The Arg389Gly polymorphism (Arg389Gly) in the beta1-adrenergic receptor gene (ADRB1) has been associated with improvement in left-ventricular remodeling with beta-blocker treatment. One study of risk for heart failure suggested a synergistic effect of ADRB1 Arg389Gly with the insertion/deletion polymorphism in the alpha2C-adrenergic receptor gene (ADRA2C). We tested whether the ADRA2C insertion/deletion polymorphism was associated with beta-blocker response in heart failure, either alone or in combination with the ADRB1Arg389Gly polymorphism. Fifty-four beta-blocker naive heart failure patients underwent echocardiography before and after 5-6 months of metoprolol CR/XL therapy. Multivariant linear regression modeling was performed to assess the impact of genotypes and other variables on changes in left-ventricular function in response to metoprolol therapy.
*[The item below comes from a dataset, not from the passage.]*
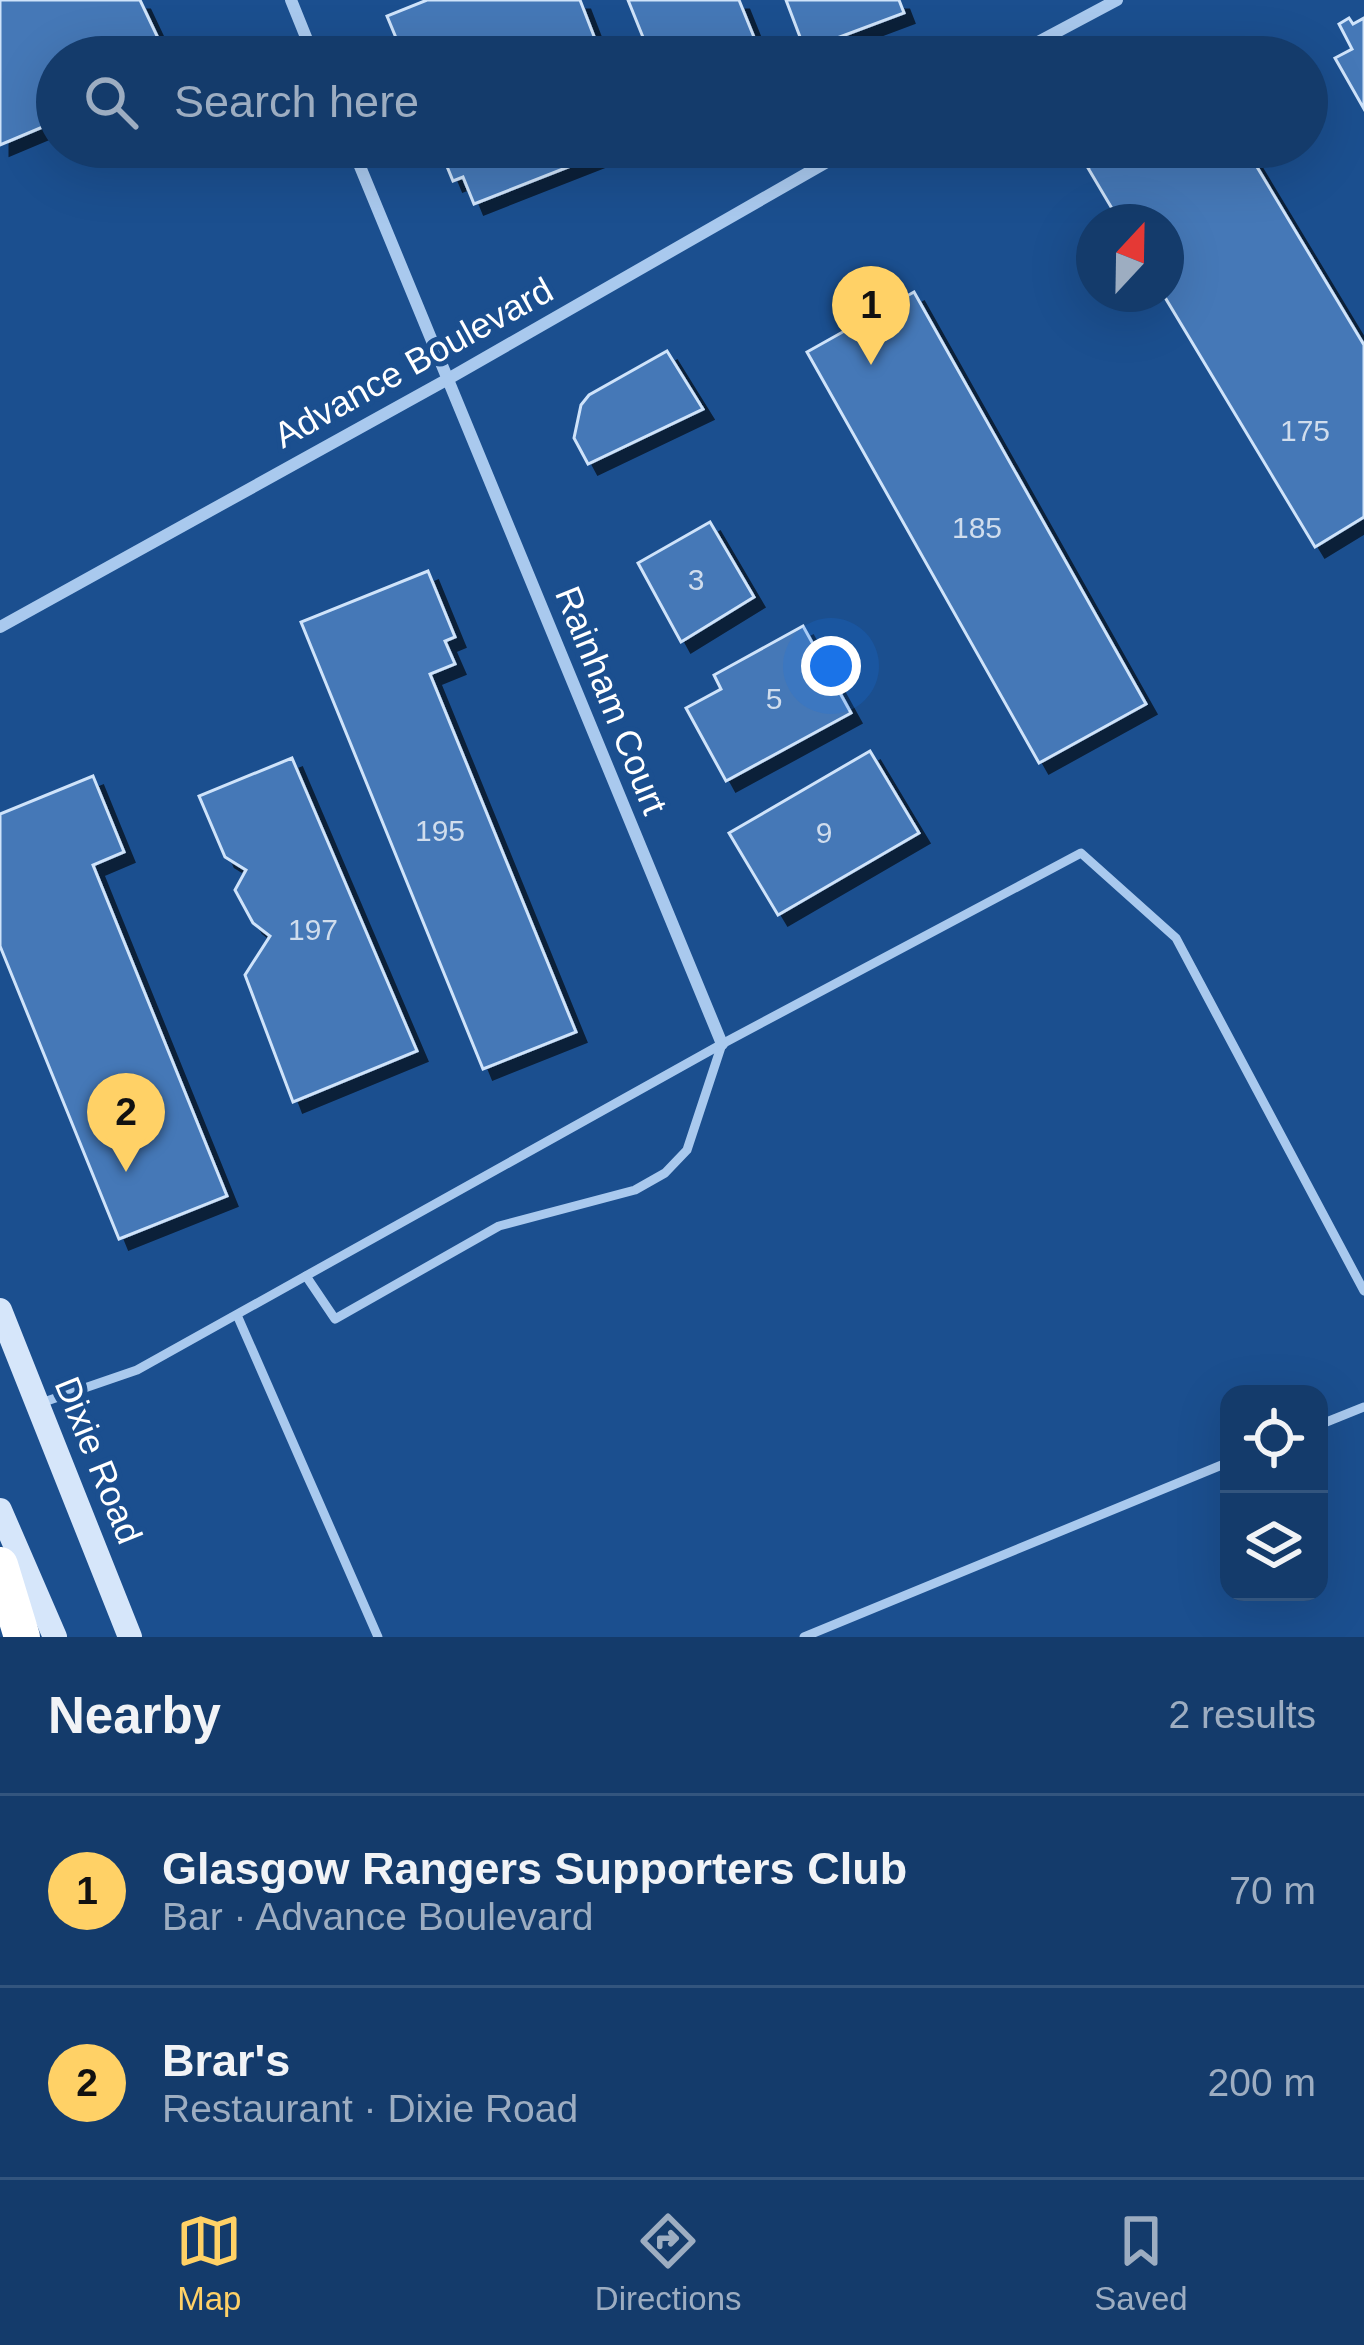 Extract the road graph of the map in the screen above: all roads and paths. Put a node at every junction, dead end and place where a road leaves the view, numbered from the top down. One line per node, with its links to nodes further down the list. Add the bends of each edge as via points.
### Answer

Deletion carriers had a significantly greater negative chronotropic response. Predictors of the end of study ejection fraction were baseline ejection fraction, deletion carrier status and Arg389Arg genotype. Patients with Arg389Arg/Del-carrier status showed the greatest ejection fraction increase with metoprolol CR/XL. Adjusting for baseline ejection fraction, final S-metoprolol plasma concentration and race, final ejection fraction in patients with this genotype combination was significantly higher than all other genotype combination groups. ADRB1 and ADRA2C polymorphisms synergistically influence the ejection fraction response to beta-blocker therapy of heart failure patients.